How does the probability of a number being prime increase, if its factors have the form $km+1$? The "probability" that a number $n$ is prime, is roughly $\frac{1}{\ln(n)}$.

How does this probability increase, if it is known, that the prime factors must
   have the form $km+1$ for some given $m\in \mathbb N$ ?

Motivation : I wonder, how likely the generalized fermat numbers $b^{2^l}+1\ ,\ b\ even\ $
are prime. It is known that the factors of such a number must have the form
$2^{l+1}k+1$. This should increase the probability of being prime, but I
have no idea of the magnitude of the increase.
 A: Let $S_m$ be the set of integers whose prime factors are all congruent to $1$ mod $m$.  We know from the Prime Number Theorem for Arithmetic Progressions, as described in Julián's answer, that
$$ \# \{ p \le x : p \in S_m, p \text{ prime} \} = c_m \frac{x}{\log x} + O_m\big(\frac{x}{\log^2 x}\big),$$
where $c_m = 1/\phi(m)$.  To answer the question, we only need an asymptotic for the counting function of $S_m$.  Since $S_m$ excludes a fraction of $(1-c_m)$ of all primes, one expects heuristically that
$$ \# \{ n \le x : n \in S_m \} \asymp \frac{x}{(\log x)^{1-c_m}},$$
and in fact it can be obtained rigorously by a theorem of Odoni that the following precise asymptotic holds:
$$ \# \{ n \le x : n \in S_m \} = D_m x(\log x)^{c_m-1} + O_m(x(\log x)^{c_m-2+\epsilon}),$$
where $D_m > 0$ is given by a certain convergent Euler product.  Specifically, if $\chi_m(p)$ is the indicator function of $\{ p : p \equiv 1 \pmod m\}$, then
$$D_m = \frac{1}{\Gamma(c_m)} \prod_{p} \big(1 - \frac1p\big)^{c_m-\chi_m(p)}.$$
The "probability" you're seeking is just the ratio of primes to all numbers in $S_m$ up to $x$, namely $$\frac{c_m}{D_m (\log x)^{c_m}}.$$
I think in this case, the $\epsilon$ in the error term can be removed by applying the Selberg-Delange method, but I haven't checked the details (see, for instance, this paper).
However, as pointed out in Aravind's answer, even though this is provable, it still only amounts to a heuristic when you try to apply it to much thinner sets such as $\{n^2+1\}$ or $\{2^{2^n}+1\}$ that are not defined purely in terms of the prime composition.
A: I believe this question is impossible to answer in general and very hard for even simple instances.
Firstly, we are looking at a set $S$ of numbers such that all prime factors of numbers in $S$ are of the form $km+1$. The question is about the fraction of primes in $S$ among the first $n$ numbers in $S$.
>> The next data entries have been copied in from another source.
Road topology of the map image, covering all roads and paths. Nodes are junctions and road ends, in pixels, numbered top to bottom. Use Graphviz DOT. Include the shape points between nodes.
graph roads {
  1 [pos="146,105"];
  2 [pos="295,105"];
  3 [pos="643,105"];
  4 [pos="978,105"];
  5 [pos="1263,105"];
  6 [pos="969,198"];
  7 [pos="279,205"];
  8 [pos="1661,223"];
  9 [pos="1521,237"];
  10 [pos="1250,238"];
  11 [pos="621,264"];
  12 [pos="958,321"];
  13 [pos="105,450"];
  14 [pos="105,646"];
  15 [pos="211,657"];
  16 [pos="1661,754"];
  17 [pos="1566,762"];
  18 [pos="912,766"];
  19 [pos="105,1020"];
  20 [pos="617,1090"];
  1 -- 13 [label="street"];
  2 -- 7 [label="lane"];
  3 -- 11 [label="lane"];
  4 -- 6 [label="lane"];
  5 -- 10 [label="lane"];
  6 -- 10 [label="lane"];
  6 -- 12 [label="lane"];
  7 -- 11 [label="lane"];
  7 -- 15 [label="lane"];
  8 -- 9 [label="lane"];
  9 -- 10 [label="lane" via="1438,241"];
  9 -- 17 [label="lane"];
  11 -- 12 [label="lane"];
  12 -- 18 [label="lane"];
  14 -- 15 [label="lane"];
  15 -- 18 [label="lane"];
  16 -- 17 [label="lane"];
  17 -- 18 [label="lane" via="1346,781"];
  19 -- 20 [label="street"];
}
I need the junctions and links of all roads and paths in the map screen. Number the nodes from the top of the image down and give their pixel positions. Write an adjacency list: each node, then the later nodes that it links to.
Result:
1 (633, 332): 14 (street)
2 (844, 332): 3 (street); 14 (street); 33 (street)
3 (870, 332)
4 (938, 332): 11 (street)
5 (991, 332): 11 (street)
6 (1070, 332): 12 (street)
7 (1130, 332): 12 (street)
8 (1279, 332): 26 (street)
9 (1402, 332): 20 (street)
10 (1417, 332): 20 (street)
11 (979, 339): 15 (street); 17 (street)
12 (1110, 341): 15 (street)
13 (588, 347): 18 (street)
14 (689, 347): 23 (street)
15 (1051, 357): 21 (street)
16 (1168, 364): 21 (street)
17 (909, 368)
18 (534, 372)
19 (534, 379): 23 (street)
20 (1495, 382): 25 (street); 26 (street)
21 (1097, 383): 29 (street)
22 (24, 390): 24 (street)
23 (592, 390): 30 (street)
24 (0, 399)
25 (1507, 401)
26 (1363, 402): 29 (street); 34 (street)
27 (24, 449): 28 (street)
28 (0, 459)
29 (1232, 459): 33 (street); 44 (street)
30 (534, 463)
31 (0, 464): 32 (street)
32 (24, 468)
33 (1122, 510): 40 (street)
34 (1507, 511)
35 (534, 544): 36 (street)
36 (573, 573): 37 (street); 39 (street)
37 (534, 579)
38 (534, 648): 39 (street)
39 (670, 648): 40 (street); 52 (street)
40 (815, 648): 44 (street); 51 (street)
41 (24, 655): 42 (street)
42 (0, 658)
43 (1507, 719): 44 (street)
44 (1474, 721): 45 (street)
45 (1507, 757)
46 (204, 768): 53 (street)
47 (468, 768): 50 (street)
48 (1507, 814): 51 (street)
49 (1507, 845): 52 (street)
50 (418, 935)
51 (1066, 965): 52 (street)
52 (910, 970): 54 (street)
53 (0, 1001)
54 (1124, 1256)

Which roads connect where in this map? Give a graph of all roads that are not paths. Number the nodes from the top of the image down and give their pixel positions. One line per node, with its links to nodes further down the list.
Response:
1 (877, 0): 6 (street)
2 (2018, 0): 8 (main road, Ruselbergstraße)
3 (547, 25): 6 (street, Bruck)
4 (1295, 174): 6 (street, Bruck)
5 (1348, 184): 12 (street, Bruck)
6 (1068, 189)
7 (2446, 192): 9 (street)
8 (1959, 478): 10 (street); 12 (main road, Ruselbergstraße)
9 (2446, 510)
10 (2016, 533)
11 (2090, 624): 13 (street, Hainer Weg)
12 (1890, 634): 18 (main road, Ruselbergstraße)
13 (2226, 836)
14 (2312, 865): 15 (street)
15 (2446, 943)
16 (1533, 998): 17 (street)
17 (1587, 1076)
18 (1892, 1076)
It is not clear why this function should be greater than $\frac{1}{\log n}$ or indeed how we can say anything about it for arbitrary $S$. If we choose $S$ as a subset of the composites, then the probability is zero, while we could make it 1 by choosing $S$ to be a subset of the primes.
Also consider the example $S=\{n^2+1: n \in \mathbb{N}, \text{ n even}\}$. We know that all prime factors must be of the form $4k+1$, but clearly this is not sufficient information; we don't even know if the probability is positive! 
The same is true for any set $S$ for which whether it has infinitely many primes is itself open, such as the set of Fermat numbers.
A: The probability that a number smaller than $n$ of the form $k\,m+1$ is prime is of the order of
$$
\frac{m}{\phi(m)}\,\frac{1}{\log N}\ .
$$
This is an upper bound on the probability you are looking for. To get a better estimate you would need to know the number of integers less than $n$ all whose factors are $\equiv1\mod m$.